Kementerian Keuangan mencatat posisi utang pemerintah hingga 31 Maret 2026 mencapai Rp9.920,42 triliun, atau mengalami kenaikan hampir 3 persen dibandingkan posisi Desember 2025 yang sebesar Rp9.637,9 triliun. Lonjakan ini menempatkan rasio utang terhadap Produk Domestik Bruto (PDB) di level 40,75 persen pada akhir kuartal I/2026.
Data Direktorat Jenderal Pembiayaan dan Pengelolaan Risiko (DJPPR) Kementerian Keuangan menunjukkan bahwa perhitungan rasio tersebut didasarkan pada pembagian total utang terbaru dengan akumulasi PDB harga berlaku. Dilansir dari Ekonomi, akumulasi PDB kuartal I/2026 mencapai Rp6.187,2 triliun ditambah tiga kuartal sebelumnya sebesar Rp24.341,4 triliun.
"Pemerintah mengelola utang secara cermat dan terukur untuk mencapai portofolio utang yang optimal dan mendukung pengembangan pasar keuangan domestik," dikutip dari laman resmi DJPPR Kemenkeu, Kamis (7/5/2026).
Komposisi utang masih didominasi oleh Surat Berharga Negara (SBN) senilai Rp8.652,89 triliun atau sekitar 87,22 persen, sementara sisanya berasal dari pinjaman sebesar Rp1.267,52 triliun. Rasio utang ini meningkat tipis dari angka akhir tahun 2025 yang tercatat sebesar 40,46 persen.
"Komposisi utang Pemerintah mayoritas berupa instrumen SBN yang mencapai 87,22%," dikutip dari situs resmi DJPPR.
Menteri Keuangan Purbaya Yudhi Sadewa menjelaskan bahwa pemerintah berkomitmen memperbaiki kinerja penerimaan negara guna mengimbangi kebutuhan pembiayaan APBN. Hingga Maret 2026, defisit APBN dilaporkan telah menyentuh Rp240,1 triliun atau setara 0,93 persen terhadap PDB.

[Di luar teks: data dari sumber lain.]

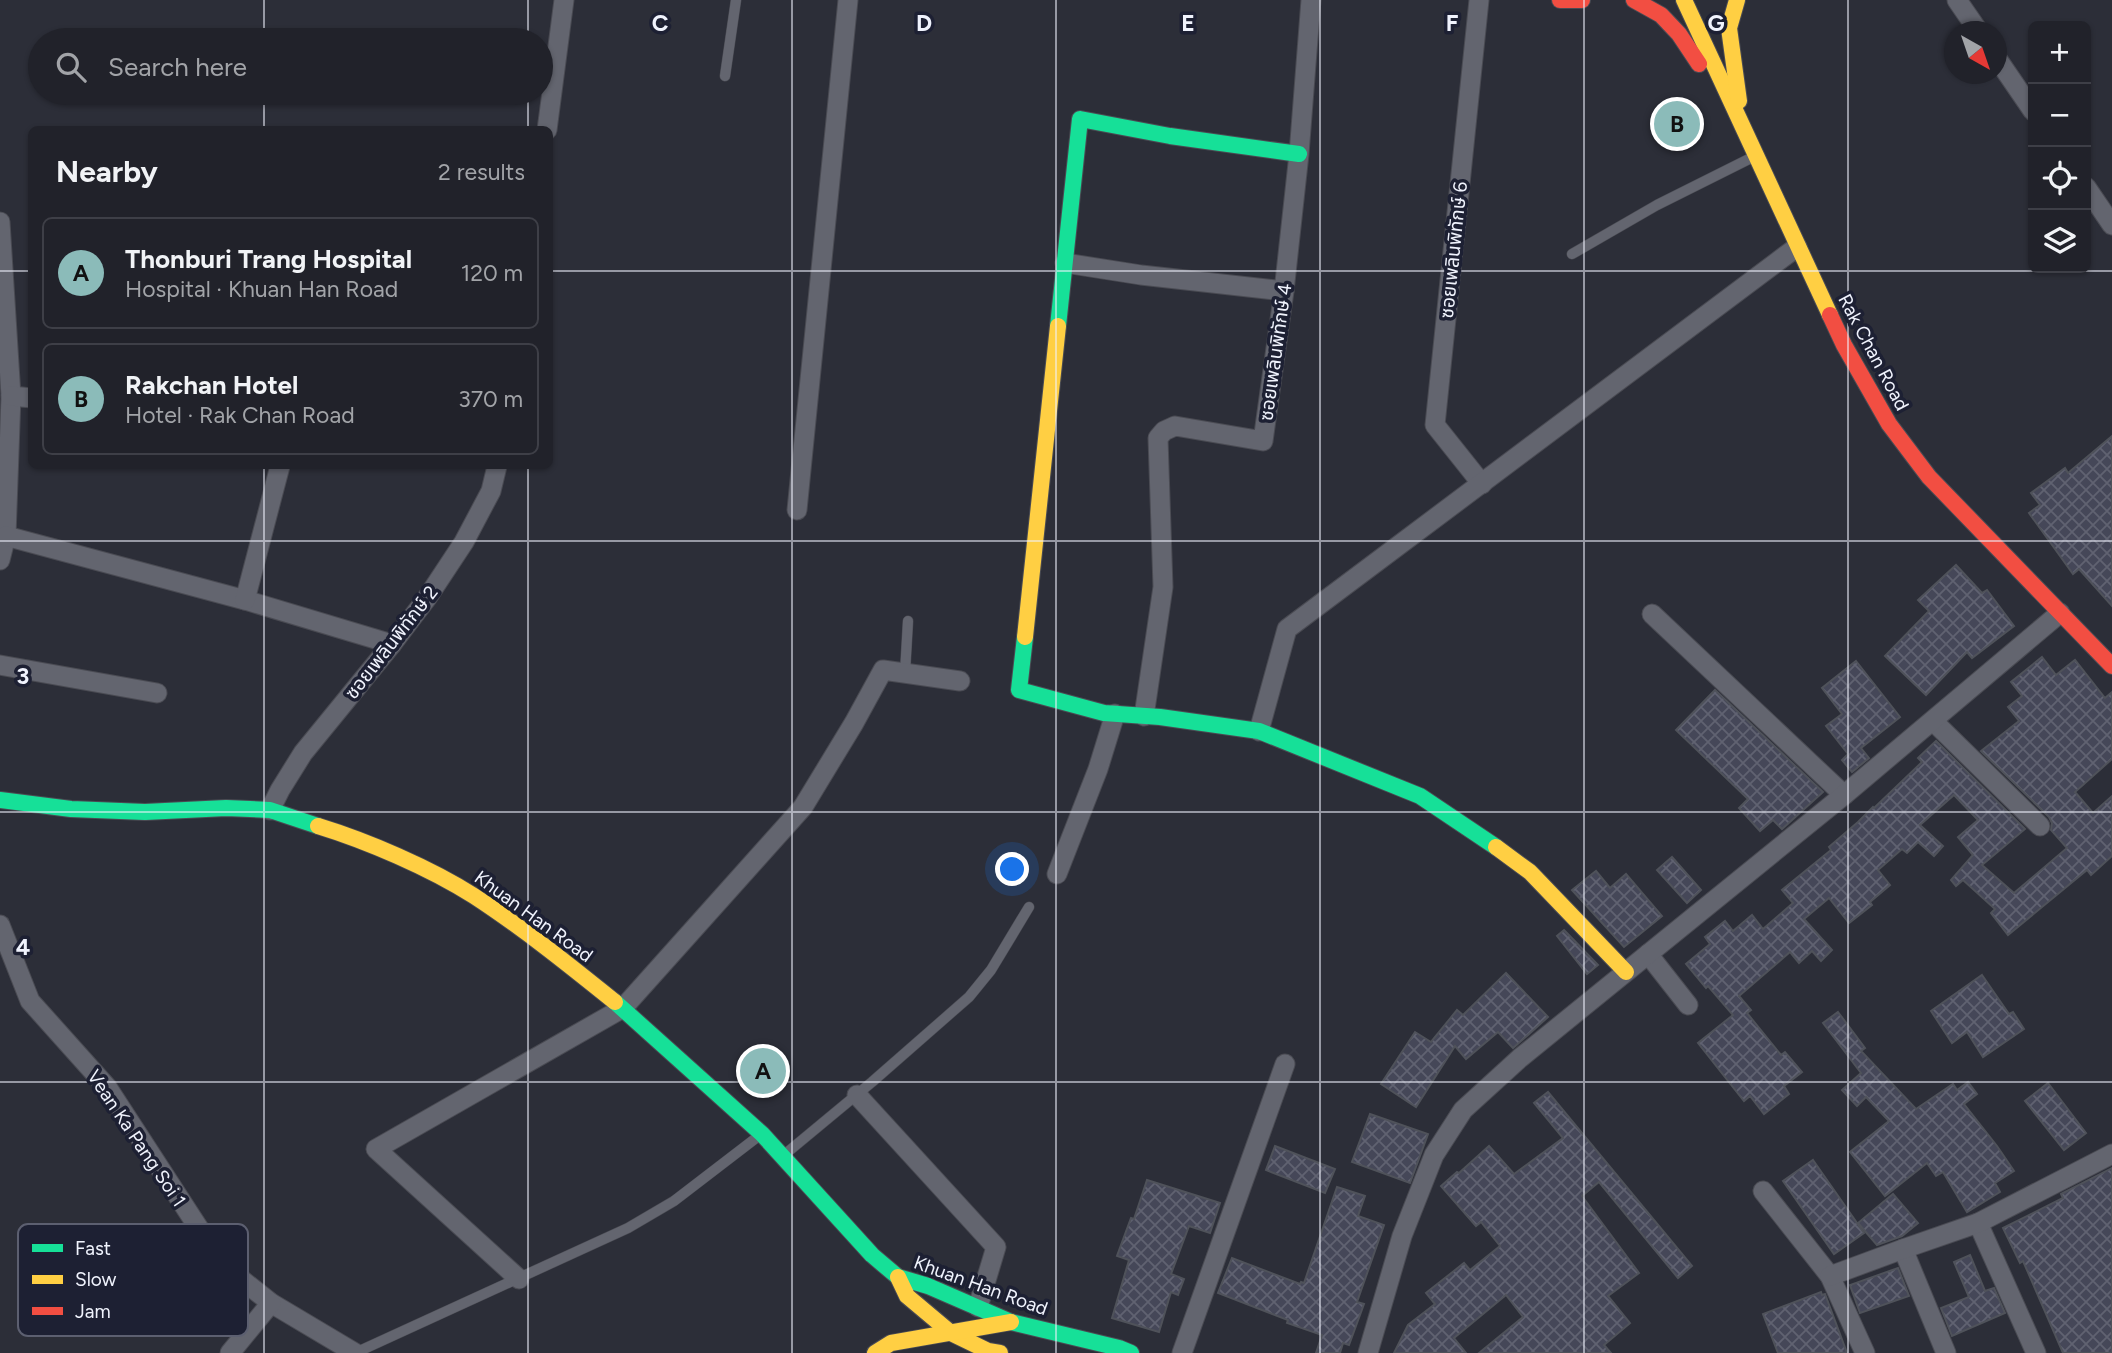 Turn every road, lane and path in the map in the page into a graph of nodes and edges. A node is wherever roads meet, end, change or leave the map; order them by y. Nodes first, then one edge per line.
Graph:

"Mereka bilang antara 15% sampai 20% [terhadap penerimaan] ya. Kami akan turun ke bawah di sekitar sana. Sekarang agak di atas level, atas sedikit. Kata S&P itu salah satu matriks mereka yang kita ada di limit. Kami akan dorong terus ke bawah dan kami sudah tahu caranya," ujar Purbaya, Menteri Keuangan.
Pemerintah kini fokus meningkatkan rasio perpajakan hingga 10,5 persen terhadap PDB demi menekan beban bunga utang. Selain itu, Purbaya melirik diversifikasi pasar melalui rencana penerbitan Panda Bond atau SBN valas berdenominasi renminbi di pasar China pada semester II/2026.
"Investor masih berminat ke kami dan kepercayaan mereka ke kami masih tinggi," tutur Purbaya, Menteri Keuangan.